- _Problem details_: Up to and including the final line, please copy every line exactly, starting from the one that contains "Read the map" in the material below.

- _Study material_:
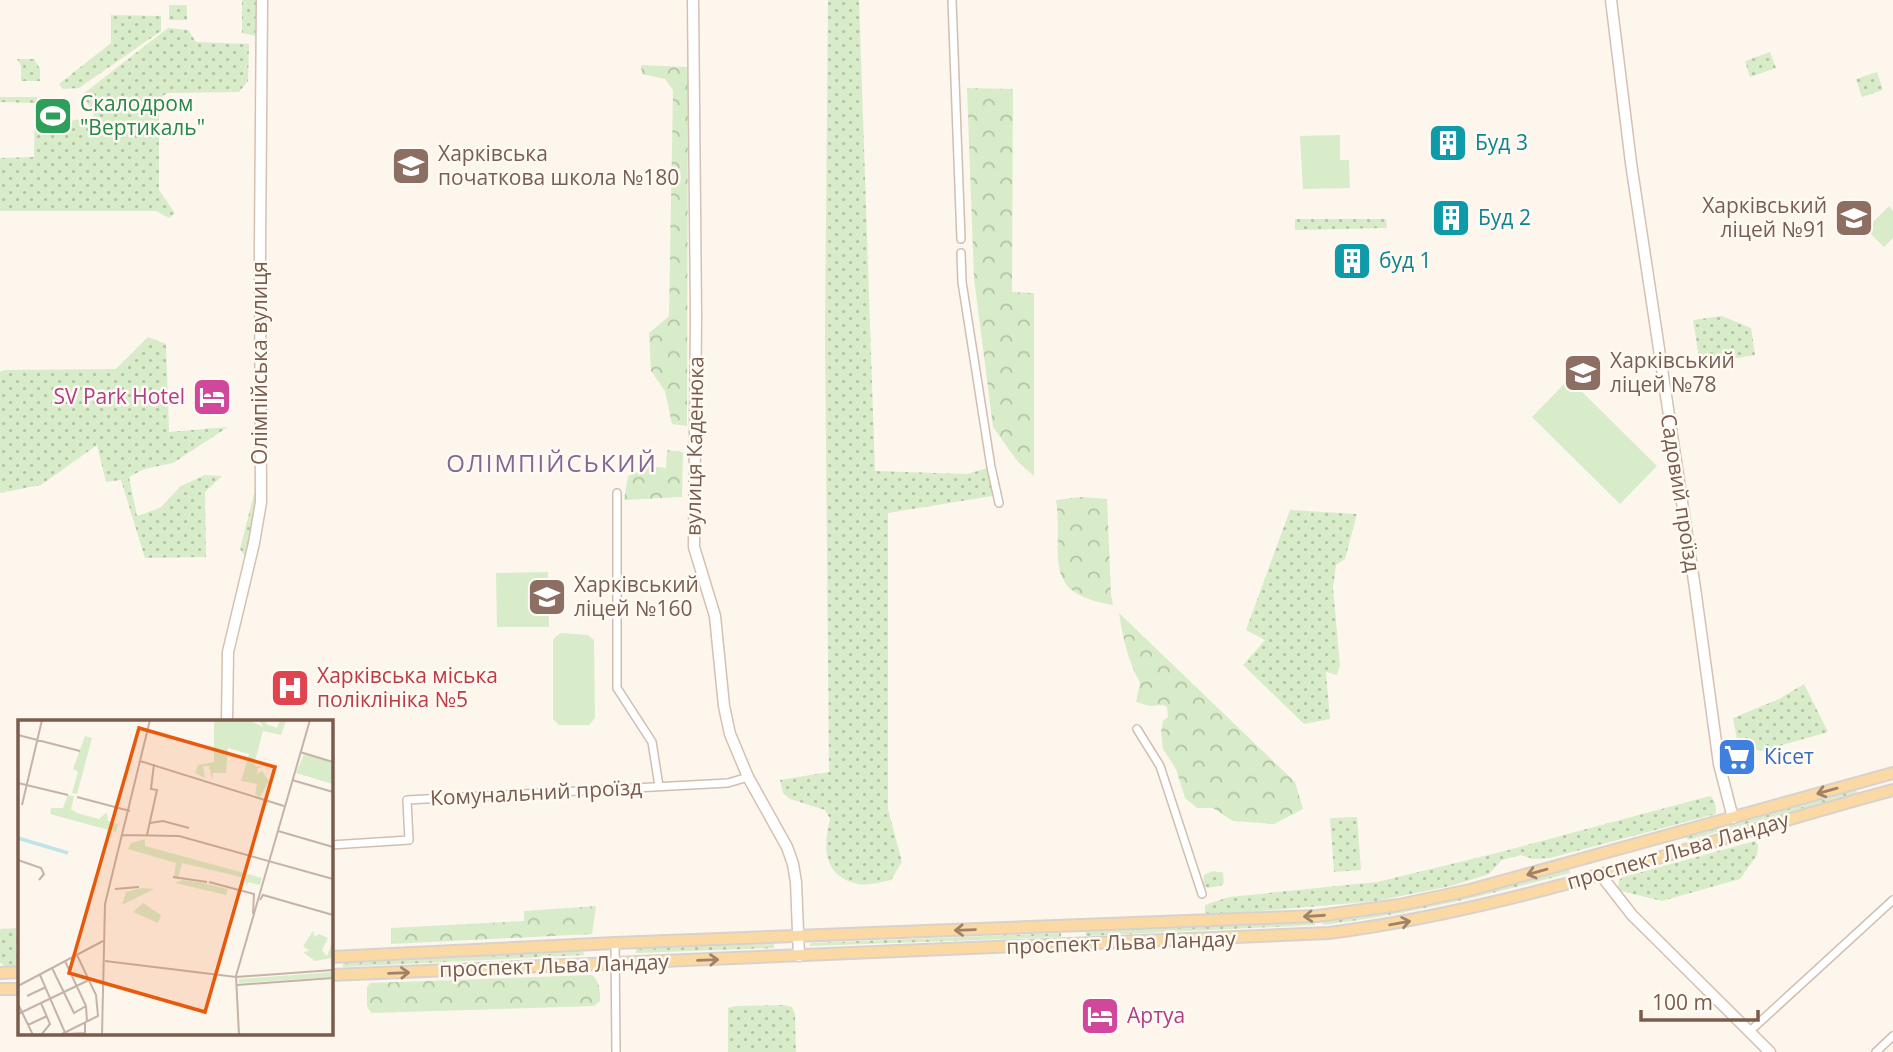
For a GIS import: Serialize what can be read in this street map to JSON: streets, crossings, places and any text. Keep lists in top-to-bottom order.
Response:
{
  "streets": {
    "main road": ["проспект Льва Ландау"],
    "street": [
      "Олімпійська вулиця",
      "вулиця Каденюка",
      "Садовий проїзд",
      "Комунальний проїзд"
    ]
  },
  "crossings": [
    ["вулиця Каденюка", "проспект Льва Ландау"],
    ["Садовий проїзд", "проспект Льва Ландау"]
  ],
  "districts": ["ОЛІМПІЙСЬКИЙ"],
  "places": {
    "sports": ["Скалодром \"Вертикаль\""],
    "building": ["Буд 3", "Буд 2", "буд 1"],
    "school or university": [
      "Харківська початкова школа №180",
      "Харківський ліцей №91",
      "Харківський ліцей №78",
      "Харківський ліцей №160"
    ],
    "hotel": ["SV Park Hotel", "Артуа"],
    "hospital": ["Харківська міська поліклініка №5"],
    "supermarket": ["Кісет"]
  },
  "scale_bar": "100 m"
}
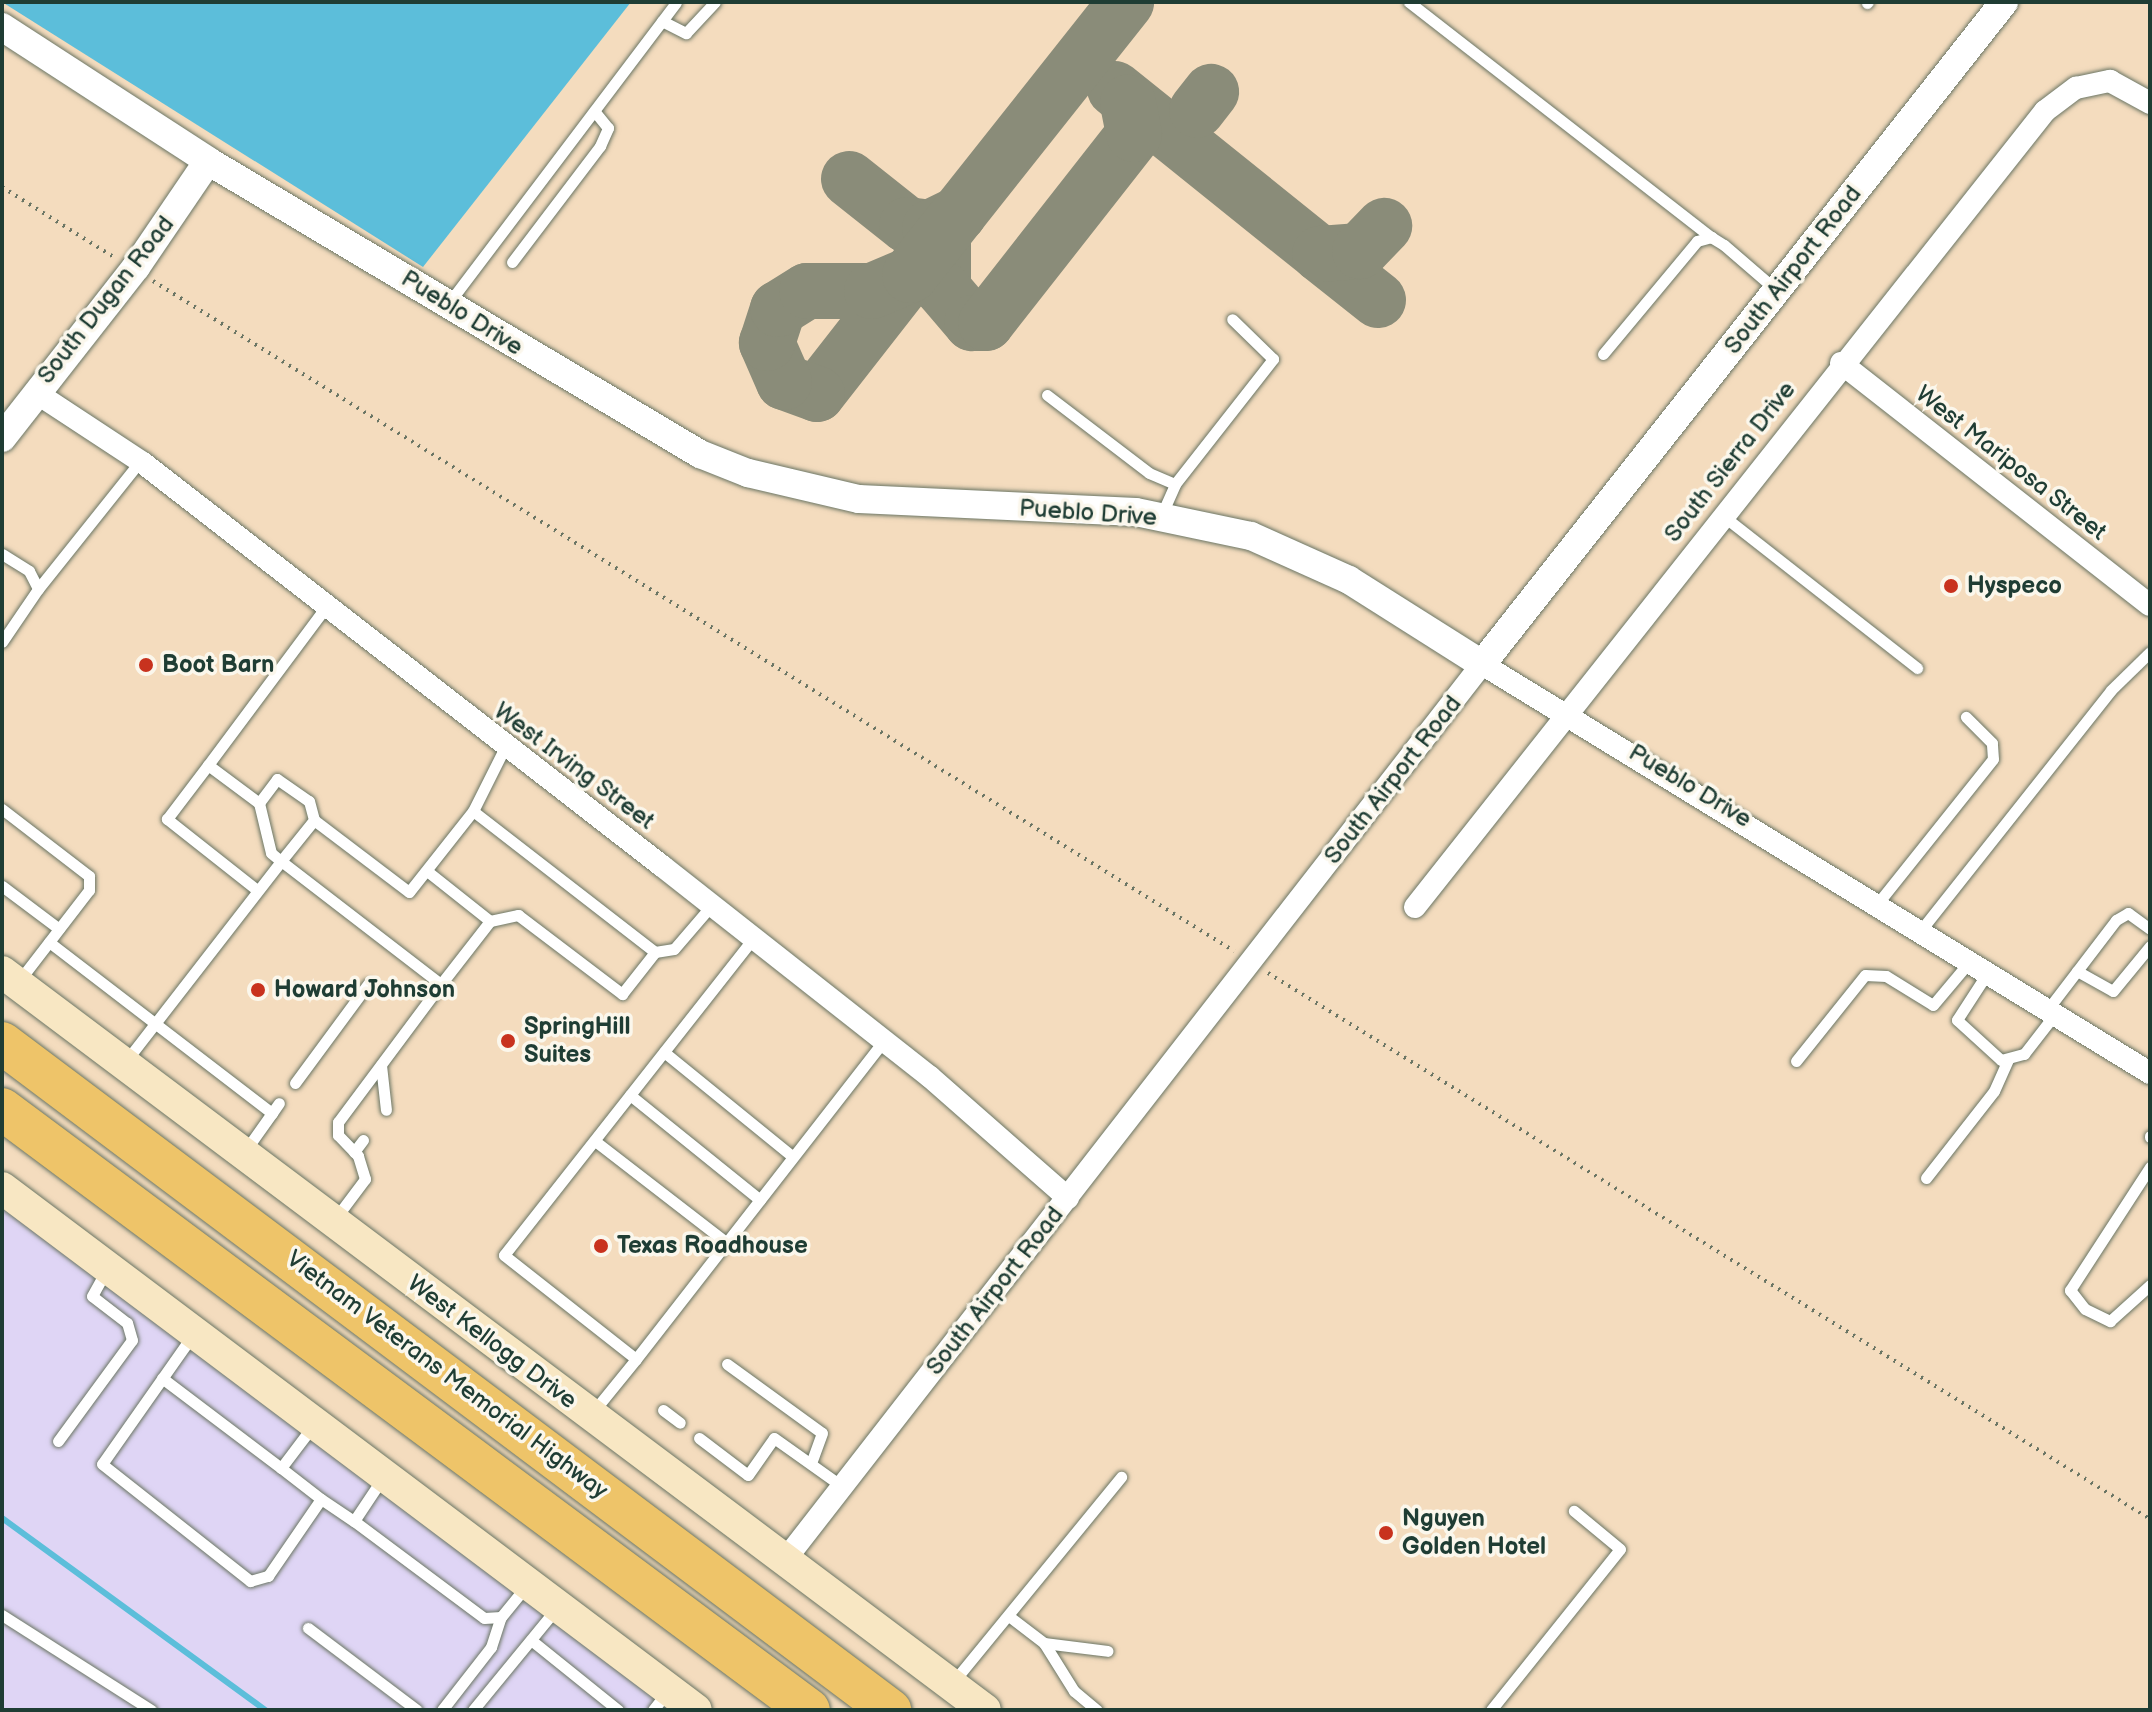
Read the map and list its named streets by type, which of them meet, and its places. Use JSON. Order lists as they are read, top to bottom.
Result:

- _Exercise answer_:
Read the map and list its named streets by type, which of them meet, and its places. Use JSON. Order lists as they are read, top to bottom.
Result:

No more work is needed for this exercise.